## Instructions to follow:
The material below should be copied line for line, please, with pictures omitted.

## Data:
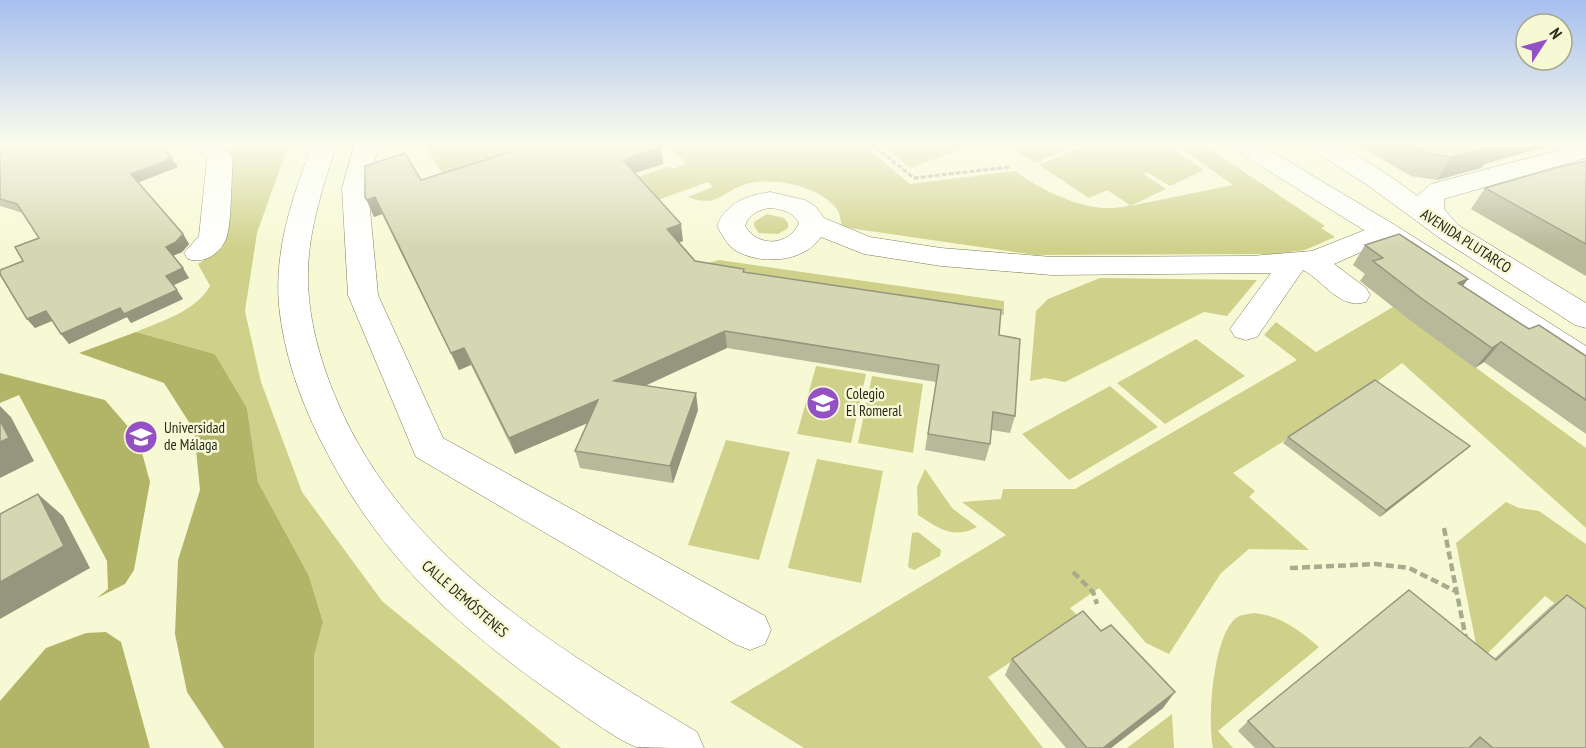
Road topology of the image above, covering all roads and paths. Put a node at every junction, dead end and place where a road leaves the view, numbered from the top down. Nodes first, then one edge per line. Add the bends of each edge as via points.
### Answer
1 (218, 178) edge
2 (313, 178) edge
3 (358, 178) edge
4 (1298, 178) edge
5 (1375, 178) edge
6 (1484, 178) edge
7 (813, 224) dead end
8 (1385, 231) junction
9 (1451, 233) junction
10 (198, 253) dead end
11 (1307, 260) junction
12 (1355, 295) dead end
13 (1586, 317) edge
14 (1246, 329) dead end
15 (1586, 362) edge
16 (1444, 528) dead end
17 (1290, 568) dead end
18 (1073, 572) dead end
19 (1455, 591) junction
20 (1097, 604) dead end
21 (750, 630) dead end
22 (1469, 651) edge
23 (681, 748) edge

1 - 10 street via 213,238
2 - 23 street, CALLE DEMÓSTENES via 293,288 298,329 312,383 336,441 375,504 425,566 501,632 586,691
3 - 21 street via 355,188 363,295 429,447
4 - 8 street
5 - 9 street, AVENIDA PLUTARCO
6 - 9 street via 1430,196 1431,210
7 - 11 street via 864,245 941,257 1052,266 1251,265
8 - 11 street
8 - 15 street
9 - 13 street, AVENIDA PLUTARCO
11 - 12 street
11 - 14 street
16 - 19 path
17 - 19 path via 1376,564 1409,568
18 - 20 path via 1093,592
19 - 22 path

## Response area:
Road topology of the image above, covering all roads and paths. Put a node at every junction, dead end and place where a road leaves the view, numbered from the top down. Nodes first, then one edge per line. Add the bends of each edge as via points.
### Answer
1 (218, 178) edge
2 (313, 178) edge
3 (358, 178) edge
4 (1298, 178) edge
5 (1375, 178) edge
6 (1484, 178) edge
7 (813, 224) dead end
8 (1385, 231) junction
9 (1451, 233) junction
10 (198, 253) dead end
11 (1307, 260) junction
12 (1355, 295) dead end
13 (1586, 317) edge
14 (1246, 329) dead end
15 (1586, 362) edge
16 (1444, 528) dead end
17 (1290, 568) dead end
18 (1073, 572) dead end
19 (1455, 591) junction
20 (1097, 604) dead end
21 (750, 630) dead end
22 (1469, 651) edge
23 (681, 748) edge

1 - 10 street via 213,238
2 - 23 street, CALLE DEMÓSTENES via 293,288 298,329 312,383 336,441 375,504 425,566 501,632 586,691
3 - 21 street via 355,188 363,295 429,447
4 - 8 street
5 - 9 street, AVENIDA PLUTARCO
6 - 9 street via 1430,196 1431,210
7 - 11 street via 864,245 941,257 1052,266 1251,265
8 - 11 street
8 - 15 street
9 - 13 street, AVENIDA PLUTARCO
11 - 12 street
11 - 14 street
16 - 19 path
17 - 19 path via 1376,564 1409,568
18 - 20 path via 1093,592
19 - 22 path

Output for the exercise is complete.